Le lac Saint-Pierre a été l’objet de nombreux travaux au cours des vingt dernières années dont plusieurs ont été menés par des organismes gouvernementaux dans le cadre de projets conjoints du fédéral et du provincial (HARDY et al., 1991; LANGLOIS et SLOTERDIJK, 1989; LOISELLE et al., 1997; SYLVESTRE et al., 1992). Les premiers travaux consacrés à la caractérisation des sédiments contaminés du lac Saint-Pierre ont été réalisés à partir de 1974 et 1976 avec les travaux de CENTREAU (1974) et de SÉRODES (1978) et plus tard, avec les travaux de HARDY et al. (1991) et LOISELLE et al. (1997). Ces derniers travaux de caractérisation couvraient le secteur du delta de Sorel et le secteur nord du chenal de navigation et les résultats obtenus indiquaient une contamination relativement élevée des sédiments par les substances toxiques, dont le chrome, le cuivre, le mercure, le nickel, le plomb, le zinc, les BPC et les HAP (HARDY et al., 1991; LOISELLE et al., 1997). Globalement, les sédiments du lac Saint-Pierre indiquaient une contamination relativement généralisée, en particulier dans les secteurs de plus faible hydraulicité et le secteurs des îles (FRENETTE et al., 1990; MORIN et al., 2000; SAINT-LAURENT et al., 1995; SÉRODES, 1978).

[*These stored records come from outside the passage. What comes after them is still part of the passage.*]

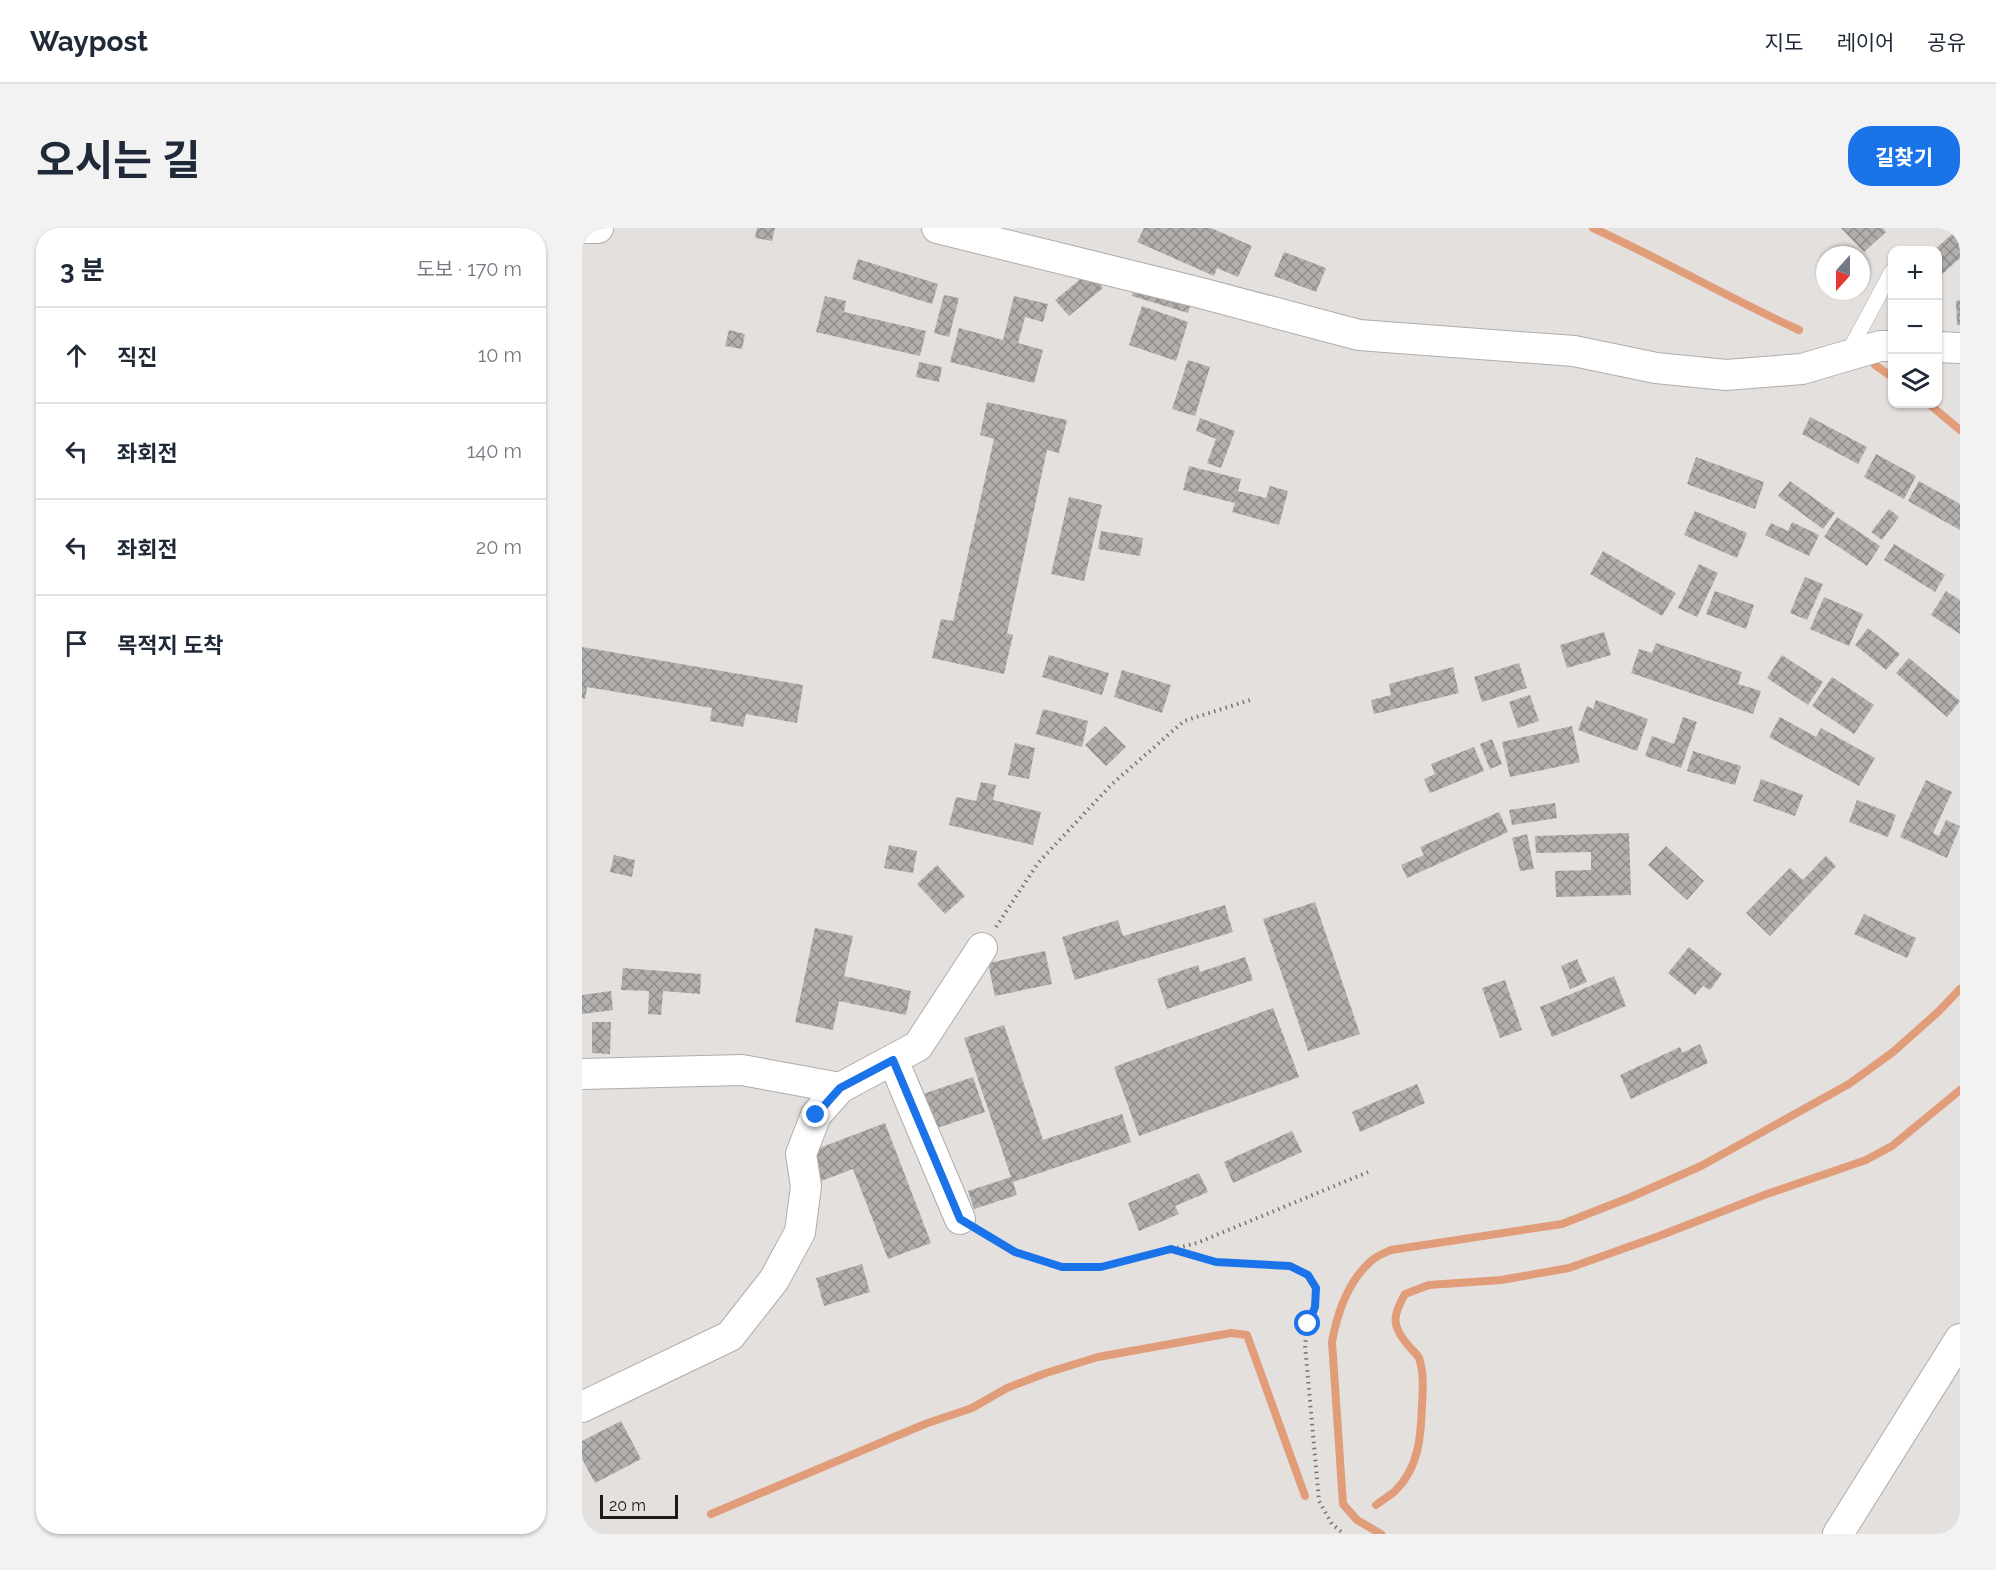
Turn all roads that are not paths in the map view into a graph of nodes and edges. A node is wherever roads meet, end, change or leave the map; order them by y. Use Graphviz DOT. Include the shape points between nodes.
graph roads {
  1 [pos="582,228"];
  2 [pos="598,228"];
  3 [pos="937,228"];
  4 [pos="1888,280"];
  5 [pos="1888,346"];
  6 [pos="1942,347"];
  7 [pos="1960,348"];
  8 [pos="1847,356"];
  9 [pos="982,948"];
  10 [pos="893,1060"];
  11 [pos="582,1074"];
  12 [pos="840,1088"];
  13 [pos="960,1219"];
  14 [pos="1960,1339"];
  15 [pos="582,1407"];
  16 [pos="1838,1534"];
  1 -- 2 [label="street"];
  3 -- 8 [label="street" via="1359,335 1574,351 1656,368 1726,375 1802,369"];
  4 -- 8 [label="lane"];
  5 -- 8 [label="street"];
  6 -- 7 [label="street"];
  9 -- 10 [label="street" via="918,1046"];
  10 -- 12 [label="street"];
  10 -- 13 [label="street"];
  11 -- 12 [label="street" via="742,1070"];
  12 -- 15 [label="street" via="816,1115 801,1154 806,1186 800,1232 774,1280 730,1336"];
  14 -- 16 [label="street"];
}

Les résultats des récents travaux menés par Environnement Canada sur les sédiments du lac Saint-Pierre (PELLETIER, 2005; PELLETIER et MARVIN, 2005) révèlent une nette diminution de certains contaminants depuis les vingt dernières années (période 1976-2003). On note par exemple une baisse de plus de 90 % du mercure depuis 1976, et une diminution comparable (94 %) pour les BPC depuis 1986 dans la partie nord du lac. Quant aux éléments métalliques, leurs concentrations auraient diminué à un niveau se situant près des concentrations préindustrielles. Enfin, pour le mercure, on note une diminution de 60 % entre la période de 1986-2003, passant de 0,15 à 0,05 mg•kg-1 (PELLETIER et MARVIN, 2005). Ces diminutions s’expliquent, selon ces auteurs, par une baisse généralisée des rejets industriels dans le fleuve Saint-Laurent, les travaux d’assainissement des eaux usées de Montréal et la fermeture de certaines usines polluantes le long du fleuve et de ses affluents.

Si la plupart des secteurs du lac Saint-Pierre sont bien documentés au plan de la contamination des sédiments, il reste que le secteur sud du lac, qui s’étend de l’embouchure de la rivière Saint-François jusqu’à la rivière Nicolet, a été beaucoup moins exploré en raison de contraintes d’accessibilité à la zone d’essais balistiques du MDN et des risques élevés d’échantillonnage dus à la présence de projectiles explosifs. L’étude la plus récente dans cette portion du lac est celle de CUSSON et LATREILLE (2003) qui englobe la zone de tir du MDN. Selon cette étude, le chrome, le cuivre et le nickel affichent les plus fortes teneurs qui peuvent varier entre 21,7 à 110 mg•kg-1 (Cr), 10,4 à 42,0 mg•kg-1 (Cu) et 24,0 à 61,4 mg•kg-1 (Ni) respectivement, soit des valeurs sous le seuil des concentrations d’effets occasionnels (CEO), sauf pour le chrome qui dépasse le seuil d’effets probables (CEP) fixé à 90 mg•kg-1 (Tableau 1). À titre indicatif, le tableau 2 fournit les valeurs moyennes de différents éléments traces métalliques provenant de la recension des principaux travaux réalisés sur la qualité des sédiments du lac Saint-Pierre depuis les 30 dernières années. Il faut tenir compte que les méthodes utilisées à travers ces études ne sont pas toujours les mêmes, ce qui peut mener à des incertitudes dans l’analyse comparative de ces données. Par ailleurs, l’échantillonnage des sédiments se limite souvent aux couches superficielles récoltées par des méthodes utilisant des prélèvements à la benne (SÉRODES, 1978; CUSSON et LATREILLE, 2003).

Tableau 1

Critères pour l'évaluation de la qualité des sédiments d'eau douce pour certains paramètres sélectionnés1.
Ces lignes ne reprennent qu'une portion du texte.